Hello all, in our development environment currentl...
# prefect-community
m
Hello all, in our development environment currently we are using a ECS Agent and have a flow of flows, that is running a large-ish batch of small pipelines concurrently, however we are getting a mix of Throttle Errors (RegisterTaskDefinition, DeregisterTaskDefinition). My agent has the AWS_RETRY_MODE and AWS_MAX_ATTEMPTS env variables as 'adaptive' and '25' respectively, but I'm still getting this error, I'm up for splitting this up into smaller calls, but I'm curious if this is a situation anyone has come across and how it was solved. How did you implement the wait/backoff logic on the flow, and is there a way to iterate with waits to implement less calls to the aws api?
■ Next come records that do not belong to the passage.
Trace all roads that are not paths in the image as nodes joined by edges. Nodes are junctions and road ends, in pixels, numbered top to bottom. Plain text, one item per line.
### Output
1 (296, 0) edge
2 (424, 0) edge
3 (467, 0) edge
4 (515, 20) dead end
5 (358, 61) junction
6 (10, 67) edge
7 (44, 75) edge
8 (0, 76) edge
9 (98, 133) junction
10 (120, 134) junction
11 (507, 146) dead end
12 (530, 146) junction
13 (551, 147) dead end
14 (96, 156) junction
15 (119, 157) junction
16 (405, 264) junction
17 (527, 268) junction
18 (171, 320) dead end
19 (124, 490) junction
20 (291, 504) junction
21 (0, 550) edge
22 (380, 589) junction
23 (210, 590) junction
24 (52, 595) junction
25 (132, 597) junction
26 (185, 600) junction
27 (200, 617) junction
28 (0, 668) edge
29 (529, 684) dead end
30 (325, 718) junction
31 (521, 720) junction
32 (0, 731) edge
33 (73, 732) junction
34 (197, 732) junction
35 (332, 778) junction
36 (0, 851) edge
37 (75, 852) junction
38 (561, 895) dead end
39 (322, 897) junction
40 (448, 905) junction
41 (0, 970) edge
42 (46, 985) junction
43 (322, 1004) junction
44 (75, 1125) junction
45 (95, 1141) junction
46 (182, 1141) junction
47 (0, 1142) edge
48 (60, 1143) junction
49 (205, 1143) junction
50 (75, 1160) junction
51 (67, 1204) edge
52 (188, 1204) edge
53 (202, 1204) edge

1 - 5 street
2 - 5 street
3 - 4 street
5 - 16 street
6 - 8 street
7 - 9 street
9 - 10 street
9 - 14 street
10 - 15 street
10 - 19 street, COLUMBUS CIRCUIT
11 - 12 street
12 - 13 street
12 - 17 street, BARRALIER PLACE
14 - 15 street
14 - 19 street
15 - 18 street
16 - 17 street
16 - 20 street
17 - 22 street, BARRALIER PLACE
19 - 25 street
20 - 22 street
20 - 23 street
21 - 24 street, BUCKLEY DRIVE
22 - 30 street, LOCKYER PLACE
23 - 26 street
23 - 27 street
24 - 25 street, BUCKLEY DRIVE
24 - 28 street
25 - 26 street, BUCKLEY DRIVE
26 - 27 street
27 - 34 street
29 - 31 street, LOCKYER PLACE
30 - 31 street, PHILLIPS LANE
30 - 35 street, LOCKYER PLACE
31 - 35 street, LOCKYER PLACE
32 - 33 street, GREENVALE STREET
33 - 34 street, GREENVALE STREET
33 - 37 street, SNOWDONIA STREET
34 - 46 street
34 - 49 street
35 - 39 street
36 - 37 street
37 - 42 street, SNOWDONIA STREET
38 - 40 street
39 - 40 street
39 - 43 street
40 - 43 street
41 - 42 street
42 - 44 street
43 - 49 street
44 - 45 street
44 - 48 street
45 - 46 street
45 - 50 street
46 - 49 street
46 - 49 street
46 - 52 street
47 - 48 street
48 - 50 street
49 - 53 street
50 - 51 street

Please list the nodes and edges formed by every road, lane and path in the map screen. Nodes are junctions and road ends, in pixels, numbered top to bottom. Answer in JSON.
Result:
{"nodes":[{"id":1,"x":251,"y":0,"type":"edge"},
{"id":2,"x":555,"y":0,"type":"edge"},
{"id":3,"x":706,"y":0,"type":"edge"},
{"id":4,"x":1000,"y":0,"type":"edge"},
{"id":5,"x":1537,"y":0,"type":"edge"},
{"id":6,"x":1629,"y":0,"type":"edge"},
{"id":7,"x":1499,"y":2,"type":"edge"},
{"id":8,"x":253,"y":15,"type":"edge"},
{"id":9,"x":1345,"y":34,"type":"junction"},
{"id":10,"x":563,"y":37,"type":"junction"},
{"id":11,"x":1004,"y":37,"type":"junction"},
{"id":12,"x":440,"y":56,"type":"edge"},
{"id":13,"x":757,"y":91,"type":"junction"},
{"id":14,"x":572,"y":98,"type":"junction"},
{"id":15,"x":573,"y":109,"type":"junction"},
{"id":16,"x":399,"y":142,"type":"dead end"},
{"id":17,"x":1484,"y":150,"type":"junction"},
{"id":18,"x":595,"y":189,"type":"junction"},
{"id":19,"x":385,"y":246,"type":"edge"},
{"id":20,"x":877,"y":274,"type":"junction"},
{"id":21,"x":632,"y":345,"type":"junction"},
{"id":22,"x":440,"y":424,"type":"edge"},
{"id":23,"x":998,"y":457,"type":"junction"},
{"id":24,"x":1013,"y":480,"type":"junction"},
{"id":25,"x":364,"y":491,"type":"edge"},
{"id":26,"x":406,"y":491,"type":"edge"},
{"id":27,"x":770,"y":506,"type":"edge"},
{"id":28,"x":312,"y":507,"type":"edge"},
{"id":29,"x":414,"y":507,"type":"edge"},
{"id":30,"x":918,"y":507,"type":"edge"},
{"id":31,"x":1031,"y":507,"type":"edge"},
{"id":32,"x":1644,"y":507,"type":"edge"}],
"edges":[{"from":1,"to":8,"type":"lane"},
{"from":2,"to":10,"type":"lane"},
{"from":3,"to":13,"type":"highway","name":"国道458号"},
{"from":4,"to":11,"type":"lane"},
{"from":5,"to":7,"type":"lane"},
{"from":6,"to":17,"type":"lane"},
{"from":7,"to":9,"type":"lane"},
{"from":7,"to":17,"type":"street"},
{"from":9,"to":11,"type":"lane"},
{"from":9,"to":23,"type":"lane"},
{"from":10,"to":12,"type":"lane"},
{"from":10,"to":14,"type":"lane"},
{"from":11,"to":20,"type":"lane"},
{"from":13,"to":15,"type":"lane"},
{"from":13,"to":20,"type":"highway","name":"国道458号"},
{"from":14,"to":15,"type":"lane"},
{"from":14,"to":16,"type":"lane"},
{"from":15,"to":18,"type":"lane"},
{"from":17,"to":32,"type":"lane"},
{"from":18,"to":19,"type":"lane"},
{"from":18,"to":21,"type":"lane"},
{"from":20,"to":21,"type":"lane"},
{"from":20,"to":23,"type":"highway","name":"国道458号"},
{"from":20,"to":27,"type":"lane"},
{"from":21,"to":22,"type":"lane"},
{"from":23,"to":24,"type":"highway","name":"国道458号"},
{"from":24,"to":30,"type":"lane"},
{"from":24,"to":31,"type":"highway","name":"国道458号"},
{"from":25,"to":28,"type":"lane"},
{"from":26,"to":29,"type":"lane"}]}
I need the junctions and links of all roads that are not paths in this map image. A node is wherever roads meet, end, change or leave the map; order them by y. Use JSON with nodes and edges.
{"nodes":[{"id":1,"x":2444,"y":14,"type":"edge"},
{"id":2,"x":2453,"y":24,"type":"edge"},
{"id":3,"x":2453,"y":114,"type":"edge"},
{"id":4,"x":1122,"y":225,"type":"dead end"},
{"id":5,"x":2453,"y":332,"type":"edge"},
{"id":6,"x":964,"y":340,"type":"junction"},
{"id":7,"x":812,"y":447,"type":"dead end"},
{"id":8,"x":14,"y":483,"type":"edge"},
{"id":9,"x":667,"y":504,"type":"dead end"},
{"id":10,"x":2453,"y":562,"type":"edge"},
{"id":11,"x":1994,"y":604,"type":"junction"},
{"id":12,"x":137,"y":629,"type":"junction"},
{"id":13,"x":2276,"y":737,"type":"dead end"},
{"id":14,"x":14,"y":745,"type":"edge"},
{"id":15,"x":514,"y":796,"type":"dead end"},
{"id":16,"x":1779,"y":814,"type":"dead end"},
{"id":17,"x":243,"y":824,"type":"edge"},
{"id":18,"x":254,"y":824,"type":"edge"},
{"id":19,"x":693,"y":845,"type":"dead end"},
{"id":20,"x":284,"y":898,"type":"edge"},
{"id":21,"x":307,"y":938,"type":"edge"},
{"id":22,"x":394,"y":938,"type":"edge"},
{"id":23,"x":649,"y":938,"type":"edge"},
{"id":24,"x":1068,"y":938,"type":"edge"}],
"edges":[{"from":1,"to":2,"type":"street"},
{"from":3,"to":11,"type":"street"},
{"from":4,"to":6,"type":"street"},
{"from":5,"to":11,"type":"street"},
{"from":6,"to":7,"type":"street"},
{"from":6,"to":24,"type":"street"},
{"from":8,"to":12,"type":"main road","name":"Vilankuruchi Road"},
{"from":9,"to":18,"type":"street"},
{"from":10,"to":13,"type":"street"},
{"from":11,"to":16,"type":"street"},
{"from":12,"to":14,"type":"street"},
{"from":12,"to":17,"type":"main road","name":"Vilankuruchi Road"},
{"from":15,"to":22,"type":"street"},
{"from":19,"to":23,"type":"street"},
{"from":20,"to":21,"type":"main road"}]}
To elaborate on the large-ish batch of small pipelines concurrently.. depending on the day, and source availability, we are running 40-110 pipelines from the flow of flow
k
Hi @Michael Moscater, looks like you followed this already. I think if you can have wait logic on the Flow, I think you can explore flow run concurrency limiting to spread out the API calls? I have seen some people use AWS Batch instead for the big flow triggering many small jobs. Of course, the Batch jobs are not Prefect Flows anymore so you don’t have visibility in the UI. But for stuff like 300+ subflows, I am not sure there is a more efficient way in ECS
m
Yeah, AWS batch is an option, but like you said it eliminates the monitoring and visibility in a single place. Concurrency limits looks helpful, but unfortunately.. We are not 'allowed' to use Prefect Cloud, to my chagrin.
k
Ah ok. Maybe you can try splitting the big flow into 2-3 less big flows if possible like you suggested? These would count against the API limits differently I believe
m
Thanks Kevin, I'll give it a try and let you know what I come up with for future ref
a
The throttling you see involves the issue with registering flows as ECS tasks, but you can force Prefect to use a preregistered task definition by providing a specific task definition ARN on your ECSRun. This way, Prefect will not attempt to register a new task definition. The downside is that you need to sort of manually handle new flow versions by reregistering new ECS task definitions before registering a new flow version
m
@Anna Geller - Currently I have a task definition stored in s3 that my flows are referencing. Am i misunderstanding what you are saying?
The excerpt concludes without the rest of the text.